Wheel Diameter Explained

This is the most basic measurement on a wheel.

Simply, wheel diameter is the height of the wheel.

Late Model vehicles don’t generally see smaller than 14? and can go as high as 20? from the factory.

Aftermarket wheels generally are going to be larger in diameter than their factory counterparts.

When going to a larger diameter wheel you must also go to a larger diameter tire.

The reasoning for going to a larger diameter wheel is different for different people.

Reasons for changing wheel diameter:

  • Looks. Generally speaking a larger wheel looks better than a smaller wheel, of course there are exceptions to this rule. There tend to be more styles of wheels in the larger (17?+) diameters as well.
  • Brake Clearance. Larger diameter wheels have more space for larger rotors and larger calipers. When changing wheel diameter be sure the new size will be compatible with your current/future brake setup.
  • Tire Selection. Changing wheel diameter can open up access to a larger selection of tire sizes and compounds. When selecting wheel diameter one should also look at available tire sizes and pricing, just because a 255/35 18 is the ideal size in both width and height doesn’t mean it is readily available in all compounds.
  • Offset and Width availability. This is my personal favorite reason to change wheel diameter. Some vehicles come equipped with a relatively uncommon wheel diameter. The MY03 WRX is a good example, with a factory size of 16×6.5 and an offset higher than +50mm finding a 16? wheel with the right width and offset can be difficult. Upgrading to a 17? wheel allows for more widths and offsets to choose from.
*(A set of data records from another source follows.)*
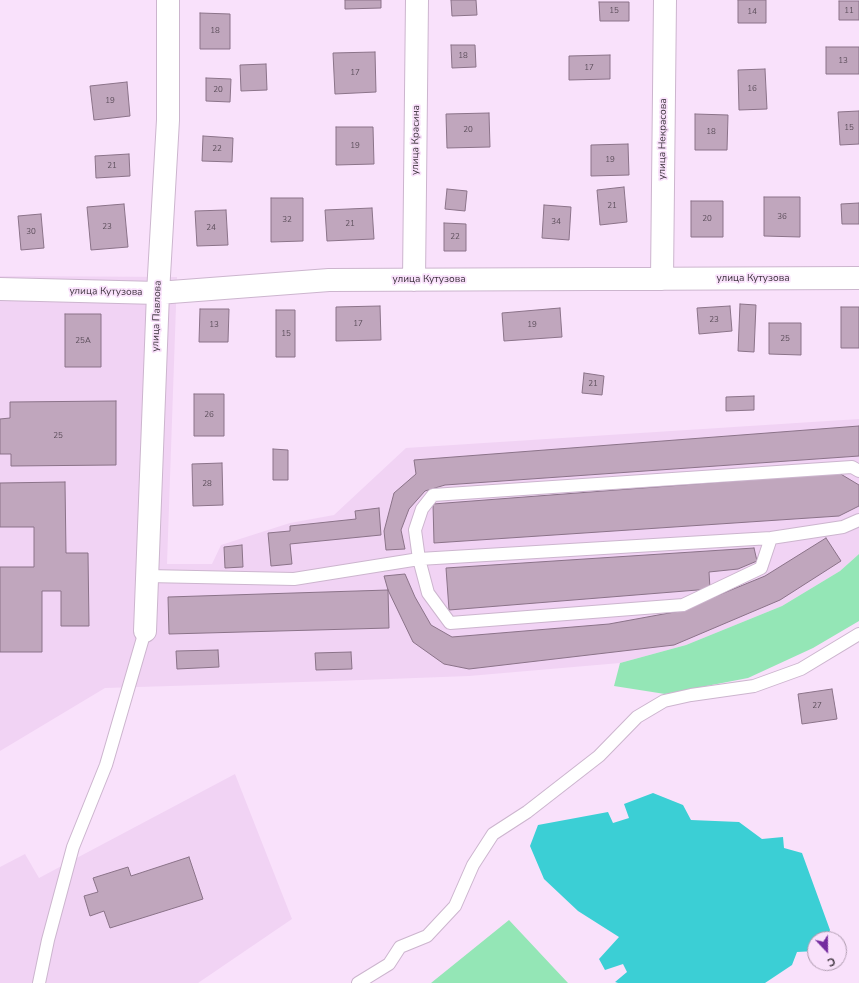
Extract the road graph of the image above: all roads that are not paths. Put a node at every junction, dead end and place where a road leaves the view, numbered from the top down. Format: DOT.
graph roads {
  1 [pos="168,0"];
  2 [pos="417,0"];
  3 [pos="665,0"];
  4 [pos="859,278"];
  5 [pos="662,279"];
  6 [pos="414,280"];
  7 [pos="0,289"];
  8 [pos="158,293"];
  9 [pos="859,472"];
  10 [pos="859,520"];
  11 [pos="771,538"];
  12 [pos="420,559"];
  13 [pos="147,576"];
  14 [pos="145,631"];
  15 [pos="859,634"];
  16 [pos="39,983"];
  17 [pos="358,983"];
  1 -- 8 [label="street, улица Павлова"];
  2 -- 6 [label="street, улица Красина"];
  3 -- 5 [label="street, улица Некрасова"];
  4 -- 5 [label="street, улица Кутузова"];
  5 -- 6 [label="street, улица Кутузова"];
  6 -- 8 [label="street, улица Кутузова"];
  7 -- 8 [label="street, улица Кутузова"];
  8 -- 13 [label="street, улица Павлова"];
  9 -- 12 [label="lane"];
  10 -- 11 [label="lane"];
  11 -- 12 [label="lane"];
  11 -- 12 [label="lane"];
  12 -- 13 [label="lane"];
  13 -- 14 [label="street, улица Павлова"];
  14 -- 16 [label="lane"];
  15 -- 17 [label="lane"];
}
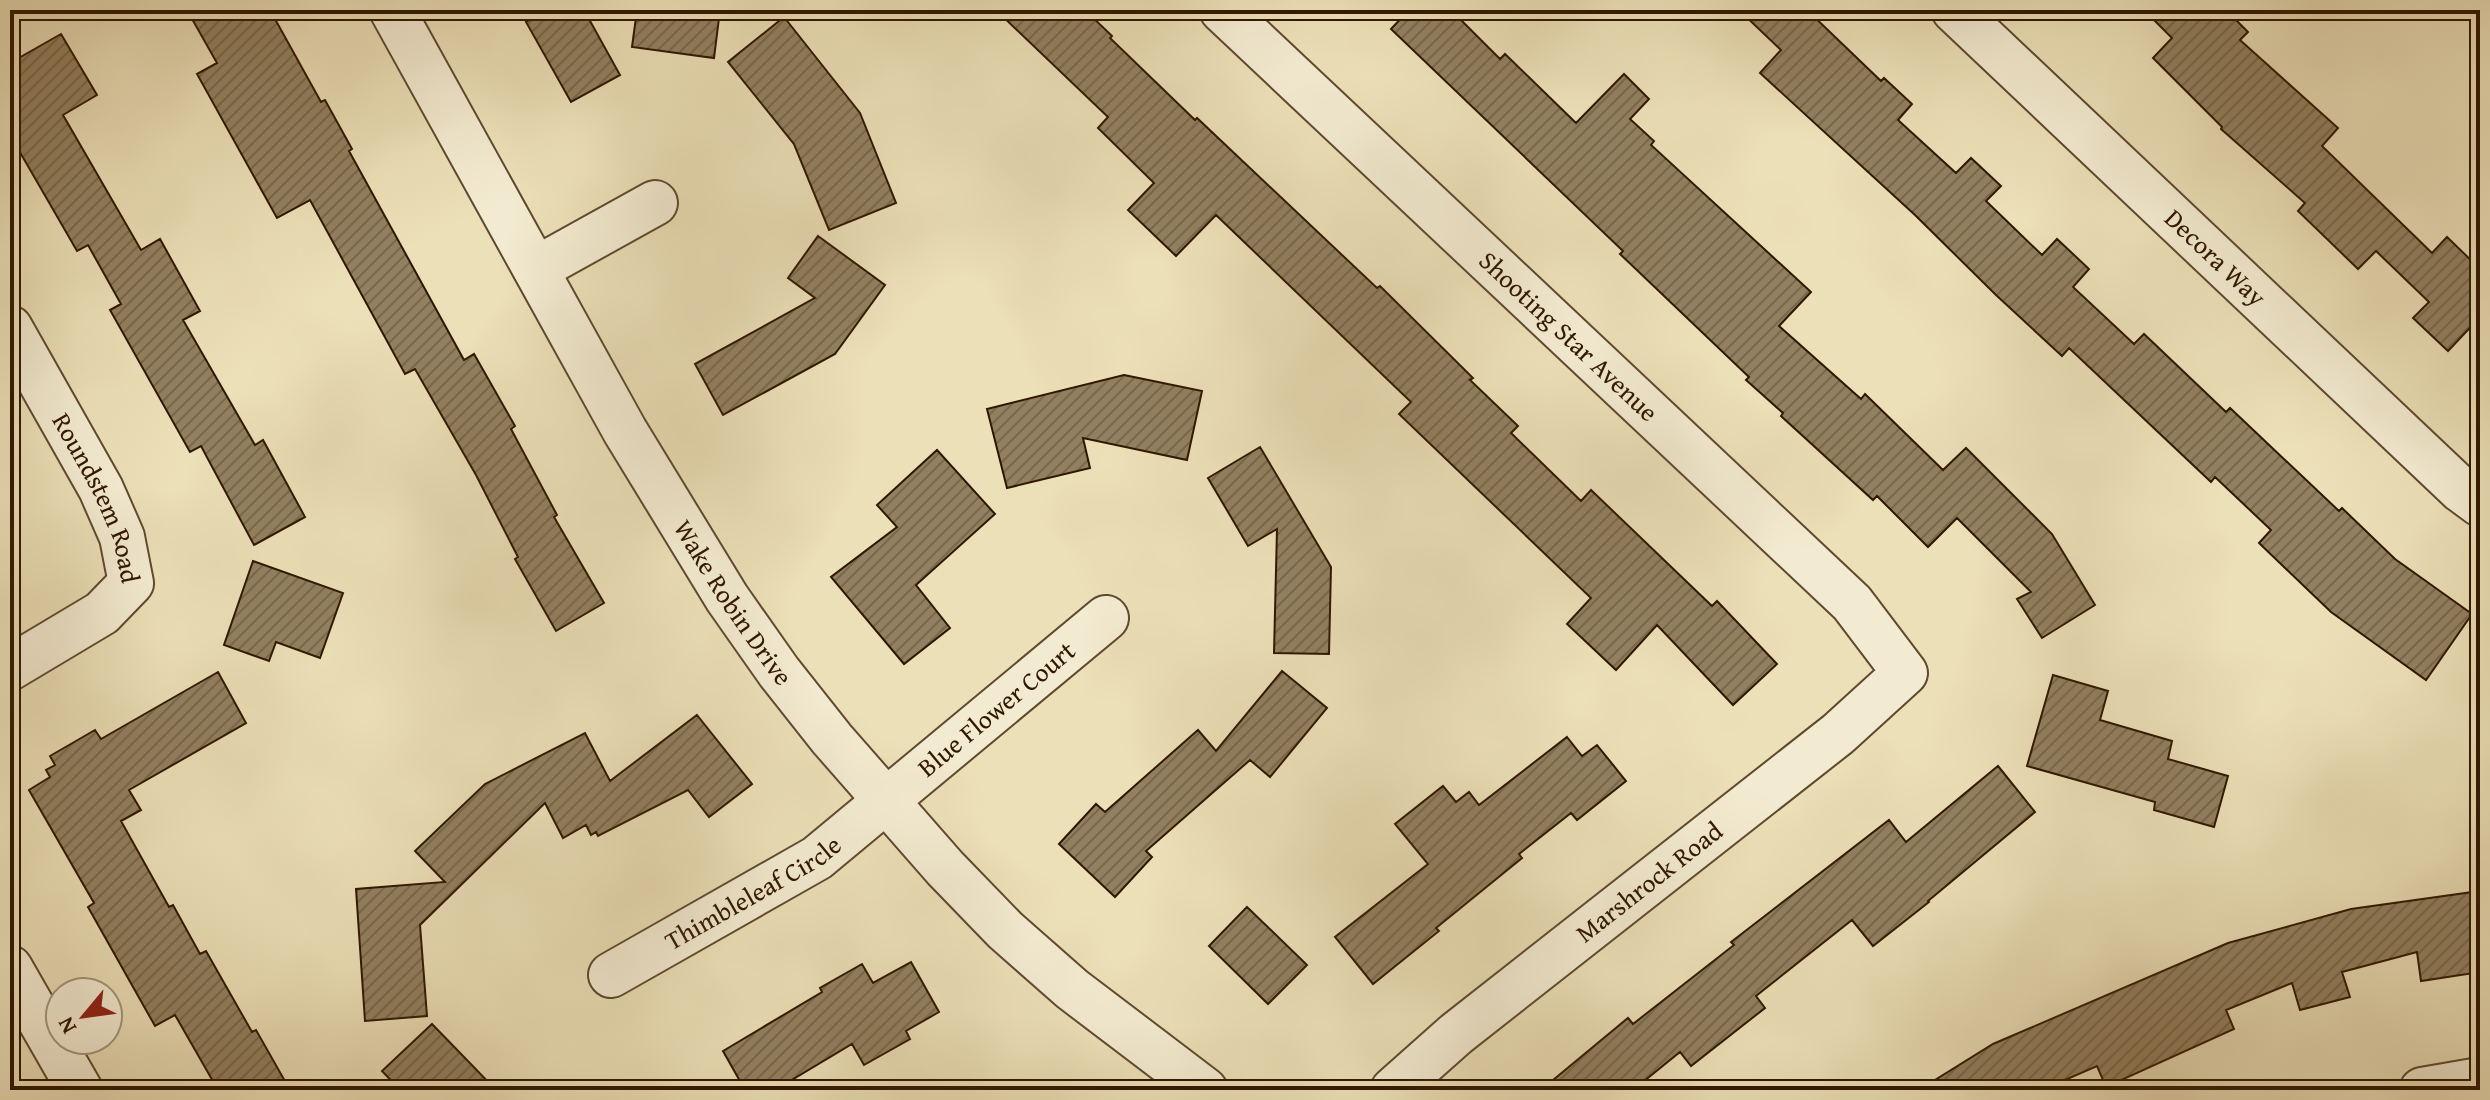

Negative Aspects of Changing Wheel Diameter:

  • Weight. Looking at two wheels of the same brand/style/width and offset where the only difference is diameter the larger diameter wheel will weigh more. Weight is the enemy when it comes to performance (handling, acceleration, deceleration). The extra weight can also cause added stress to a vehicle’s braking and suspension systems. When upgrading from a factory wheel it is possible to save weight (even when increasing diameter) if the correct brand/model/size is selected.
  • Cost. Changing the diameter from the current size costs money, not only does one need to purchase the new wheels, but the current tires will not work on the new wheels which means it’s time to buy new tires. When upgrading to a larger diameter wheel the tires tend to be more expensive (and they get more and more expensive the larger you go).
  • Rubbing.
    • Too big. When increasing wheel diameter it is possible to create rubbing problems that were not there previously. Just because some guy down the street fit 22? wheels on his monte carlo doesn’t mean they will also fit on your accord coupe*. Increasing wheel diameter without increasing the overall tire diameter is the key, this is accomplished by decreasing the sidewall height of the tire**.
    • Too small. When decreasing wheel diameter it is possible to create rubbing problems on brake and suspension components. Before decreasing wheel diameter be sure the needed clearance is there.
  • Availability. When changing wheel diameter the concern of being able to replace the new wheels in the event of an accident or failure one should consider the wheels availability. Is this new diameter a limited edition wheel? Is this new diameter hard to come by? Do I need to wait 10 months for them to come by boat? Are they stocked by my favorite vendor? All of these availability questions can be answered by the company you purchase the wheels from.

*Is it possible to make anything fit? Of course and we will get into model specific fitment at a later date.

**Detailed information on tires will be covered at a later date.